Hardness tests of minerals are among the easiest and most useful tests to
perform. What rockhounds speak of as hardness is more accurately described
as resistance to abrasion. We are testing how easily one substance will
scratch another. As an example, copper is relatively easy to scratch, but
would you bet on diamond or copper standing up better to blows from a
hammer? Hammer blows measure the ease with which something fractures or its
tenacity. There are other hardness scales than are based on ease of
indentation, resistance to twisting and so forth. For the sake of simplicity
and standard usage, in these articles, hardness will refer to the resistance
to abrasion as given by Mohs' Scale.
The classic scale for hardness was published in 1822 by Frederick Mohs, an
Austrian mineralogist who got the basic concept from scratch tests performed
routinely by miners. Since Mohs published the scale, it bears his name
rather than that of the unknown genius who thought of it. The scale selects
10 minerals as standards, arranging in order of increasing hardness. These
are, as most of you probably know:
1 = Talc
2 = Gypsum
3 = Calcite
4 = Fluorite
5 = Apatite (fluorapatite)
6 = Orthoclase
7 = Quartz
8 = Topaz
9 = Corundum
10 = Diamond
These minerals were selected for their abundance, as well as their differing
hardness. The scale is uneven. For example. diamond at 10 is much harder
then corundum at 9, while fluorite at 4 is only slightly higher than calcite
at 3.
A more limited but practical scale can be easily and cheaply obtained by
observing your fingernail has a hardness of 2.5, a penny has a hardness of
about 3.5, glass and a steel nail have nearly equal hardnesses of 5.5 and a
streak plate has a hardness of 6.5. If I carry a nail and streak plate with
me and can scrounge up a penny, I've got a handy, light weight mineral
testing lab in my pocket.
More expensive sets can be bought A set with small samples of all of Mohs'
minerals allows a bit more precision in testing. The specimens do lose their
usefulness the more they are scratched up in various tests. As an
alternative, one can custom build their own Mohs set through collecting or
purchasing small fragments of the needed minerals. Other venders provide
sets of hardness pencils with tips of two natural or artificial substances
of measured hardness. These are handy in that they are very precise and
allow one to test a small surface easily.

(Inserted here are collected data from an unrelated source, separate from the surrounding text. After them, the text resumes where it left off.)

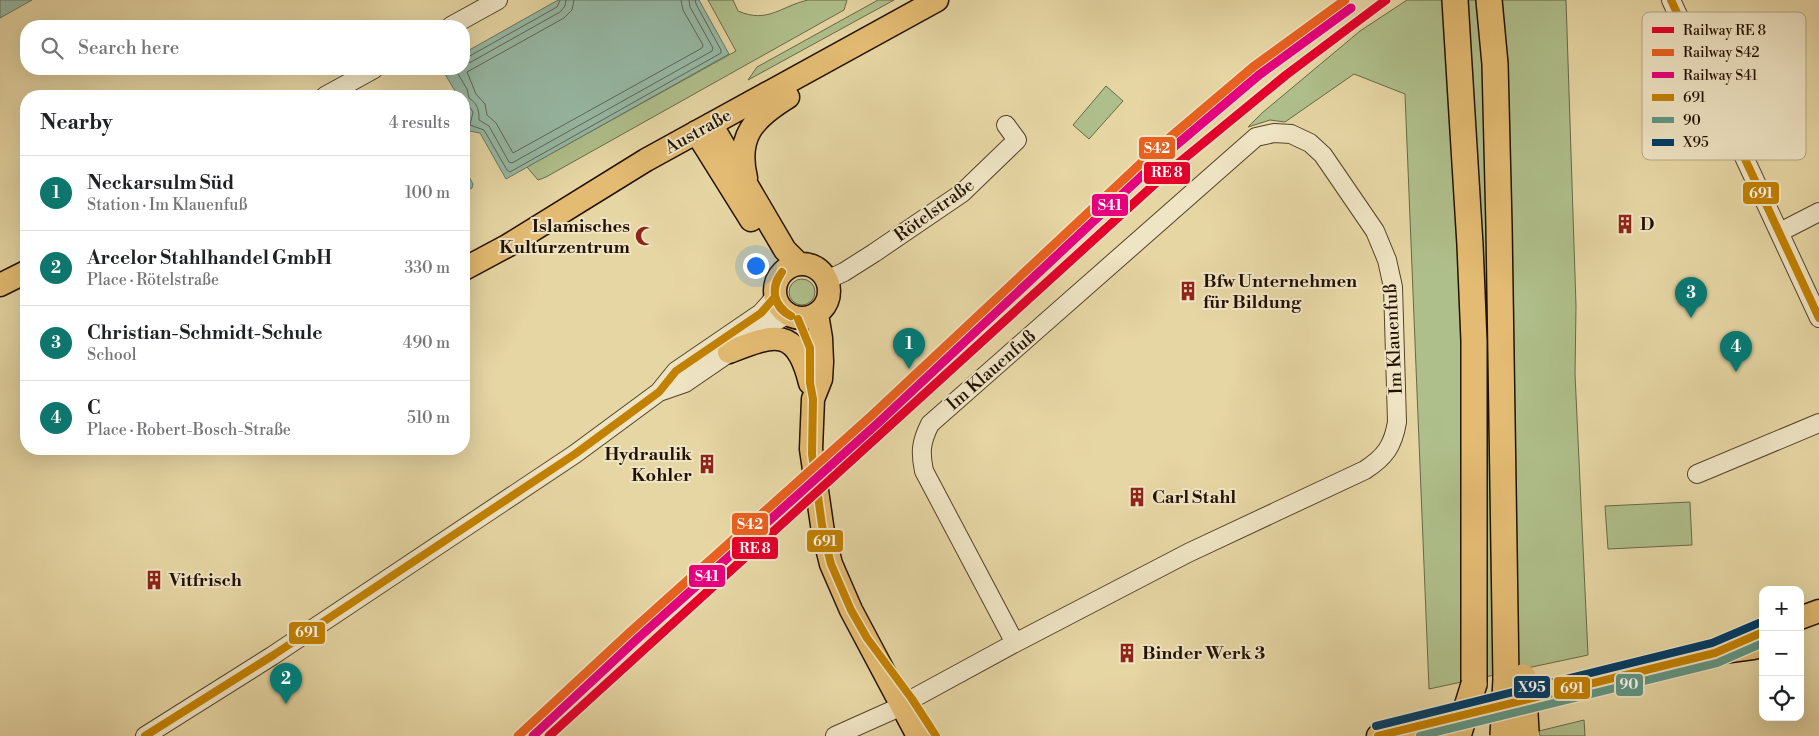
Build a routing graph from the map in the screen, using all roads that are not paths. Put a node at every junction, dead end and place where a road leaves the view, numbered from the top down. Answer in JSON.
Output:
{"nodes":[{"id":1,"x":498,"y":0,"type":"edge"},
{"id":2,"x":937,"y":0,"type":"edge"},
{"id":3,"x":1671,"y":0,"type":"edge"},
{"id":4,"x":1489,"y":1,"type":"edge"},
{"id":5,"x":1455,"y":5,"type":"edge"},
{"id":6,"x":1677,"y":12,"type":"edge"},
{"id":7,"x":462,"y":20,"type":"edge"},
{"id":8,"x":814,"y":67,"type":"junction"},
{"id":9,"x":363,"y":75,"type":"edge"},
{"id":10,"x":336,"y":90,"type":"edge"},
{"id":11,"x":1006,"y":125,"type":"dead end"},
{"id":12,"x":704,"y":128,"type":"junction"},
{"id":13,"x":1746,"y":160,"type":"edge"},
{"id":14,"x":748,"y":185,"type":"junction"},
{"id":15,"x":1819,"y":212,"type":"edge"},
{"id":16,"x":1780,"y":232,"type":"junction"},
{"id":17,"x":799,"y":264,"type":"junction"},
{"id":18,"x":470,"y":266,"type":"edge"},
{"id":19,"x":780,"y":274,"type":"junction"},
{"id":20,"x":20,"y":275,"type":"edge"},
{"id":21,"x":827,"y":280,"type":"junction"},
{"id":22,"x":0,"y":285,"type":"edge"},
{"id":23,"x":794,"y":311,"type":"junction"},
{"id":24,"x":1819,"y":318,"type":"edge"},
{"id":25,"x":729,"y":352,"type":"junction"},
{"id":26,"x":812,"y":391,"type":"junction"},
{"id":27,"x":659,"y":392,"type":"junction"},
{"id":28,"x":1819,"y":423,"type":"edge"},
{"id":29,"x":1697,"y":474,"type":"dead end"},
{"id":30,"x":1819,"y":611,"type":"edge"},
{"id":31,"x":1804,"y":617,"type":"edge"},
{"id":32,"x":1819,"y":628,"type":"edge"},
{"id":33,"x":1804,"y":633,"type":"edge"},
{"id":34,"x":1759,"y":634,"type":"edge"},
{"id":35,"x":1015,"y":643,"type":"junction"},
{"id":36,"x":1759,"y":647,"type":"edge"},
{"id":37,"x":1715,"y":653,"type":"junction"},
{"id":38,"x":1474,"y":684,"type":"junction"},
{"id":39,"x":908,"y":714,"type":"edge"},
{"id":40,"x":1515,"y":735,"type":"edge"},
{"id":41,"x":145,"y":736,"type":"edge"},
{"id":42,"x":835,"y":736,"type":"edge"},
{"id":43,"x":918,"y":736,"type":"edge"},
{"id":44,"x":936,"y":736,"type":"edge"},
{"id":45,"x":1378,"y":736,"type":"edge"},
{"id":46,"x":1458,"y":736,"type":"edge"},
{"id":47,"x":1473,"y":736,"type":"edge"}],
"edges":[{"from":1,"to":7,"type":"street"},
{"from":2,"to":8,"type":"main road","name":"Austraße"},
{"from":3,"to":6,"type":"street"},
{"from":4,"to":40,"type":"highway","bridge":true},
{"from":5,"to":38,"type":"highway"},
{"from":8,"to":12,"type":"main road","name":"Austraße"},
{"from":8,"to":14,"type":"main road"},
{"from":9,"to":10,"type":"street"},
{"from":11,"to":21,"type":"street","name":"Rötelstraße"},
{"from":12,"to":14,"type":"main road"},
{"from":12,"to":18,"type":"main road","name":"Austraße"},
{"from":12,"to":19,"type":"main road"},
{"from":13,"to":16,"type":"street"},
{"from":14,"to":17,"type":"main road"},
{"from":15,"to":16,"type":"street"},
{"from":16,"to":24,"type":"street"},
{"from":17,"to":19,"type":"main road"},
{"from":17,"to":21,"type":"main road"},
{"from":19,"to":23,"type":"main road"},
{"from":20,"to":22,"type":"main road"},
{"from":21,"to":23,"type":"main road"},
{"from":23,"to":25,"type":"street"},
{"from":23,"to":26,"type":"main road"},
{"from":23,"to":27,"type":"street"},
{"from":25,"to":26,"type":"main road"},
{"from":25,"to":27,"type":"street"},
{"from":26,"to":39,"type":"main road"},
{"from":27,"to":41,"type":"street"},
{"from":28,"to":29,"type":"street"},
{"from":30,"to":31,"type":"main road"},
{"from":32,"to":33,"type":"main road"},
{"from":34,"to":37,"type":"main road"},
{"from":35,"to":35,"type":"street","name":"Im Klauenfuß"},
{"from":35,"to":39,"type":"street","name":"Im Klauenfuß"},
{"from":36,"to":37,"type":"main road"},
{"from":37,"to":45,"type":"main road"},
{"from":38,"to":46,"type":"highway","bridge":true},
{"from":38,"to":47,"type":"highway","bridge":true},
{"from":39,"to":42,"type":"street","name":"Im Klauenfuß"},
{"from":39,"to":43,"type":"main road"},
{"from":39,"to":44,"type":"main road"}]}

Most mineralogy texts give tables of mineral hardness. Particularly complete
and useful tables appear in John Sinkankas' "Gemstone and Mineral Data
Book."
Doing hardness tests requires some technique. You need to find a good
surface or edge on your unknown to test. Take care to make sure you are
testing the right grain - not the bit of quartz right next to it. In some
case it is easier to scratch the unknown across the standard. (the point of
a unknown mineral grain across a calcite cleavage). In other cases it is
easier to test the standard across the unknown ( tip of a nail across
cleavage surface of the unknown grain). In an ideal case, you should try to
do both, to double check your findings. You need to press hard enough to
good effect, but not so hard as to fracture either sample. Practice will
help you get the proper level of stress to exert.

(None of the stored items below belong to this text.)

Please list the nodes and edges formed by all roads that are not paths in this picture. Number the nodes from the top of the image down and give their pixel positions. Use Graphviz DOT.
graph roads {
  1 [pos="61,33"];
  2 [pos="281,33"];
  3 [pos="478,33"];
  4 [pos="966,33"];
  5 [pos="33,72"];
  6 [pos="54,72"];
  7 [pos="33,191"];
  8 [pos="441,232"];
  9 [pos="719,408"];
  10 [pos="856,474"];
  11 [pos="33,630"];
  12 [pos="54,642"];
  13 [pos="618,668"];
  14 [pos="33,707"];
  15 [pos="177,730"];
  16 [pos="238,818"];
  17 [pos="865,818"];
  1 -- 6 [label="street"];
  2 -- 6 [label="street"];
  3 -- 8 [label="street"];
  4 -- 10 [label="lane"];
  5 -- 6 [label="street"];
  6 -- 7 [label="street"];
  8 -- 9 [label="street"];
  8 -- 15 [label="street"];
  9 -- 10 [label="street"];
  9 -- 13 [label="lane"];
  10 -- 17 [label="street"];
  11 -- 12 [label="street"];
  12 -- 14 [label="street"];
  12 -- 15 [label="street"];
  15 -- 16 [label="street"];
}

As a result of your test, you will look for a scratch. Rub aside any powder
to see if a distinct scratch has been left. Calcite will leave a trail of
powder across quartz. Rub away the powder and you'll see the quartz is
unharmed. A hand lens will help you see the scratch. In this way you can
bracket the hardness of your unknown between two of your standards (harder
than a fingernail, softer than a penny). The ease with which one substance
scratches another is also useful. Quartz easily scratches calcite, telling
you of a large hardness difference. Quartz will scratch feldspar with much
more difficulty. When testing a standard against an unknown that is of equal
hardness, both substances will leave shallow scratches on each other.
The hardness of a particular mineral may vary with direction within the same
grain. Kyanite is a good example. Kyanite generally occurs in long bladed
crystals. The hardness taken the short way across the blade has a hardness
of 7 the hardness taken the long way along the same grain will be 4.0.
Muscovite is another good example of this. Its hardness is 2.5 when taken
across a the flat surface of a cleavage sheet, but 4 when taken across the
grain of a book.
The reason hardness varies in this way is that the phenomenon depends on the
strength of the bonds holding the mineral together. The bond strength can be
significantly different in different directions in the mineral, giving the
different hardness. In most minerals this difference with direction is minor
and doesn't affect the test. In the case of kyanite, this difference in
hardness is a confirming test by itself.
Some minerals' hardness may vary from sample to sample depending on that
mineral's exact chemical composition. Hornblende's hardness can vary from 5
to 6, meaning some hornblende is softer than glass, some harder. This
reflects the fact that hornblende can accommodate varying amounts of sodium,
calcium, iron and magnesium in its structure, which affect the details of
its chemical bonding, hence its hardness.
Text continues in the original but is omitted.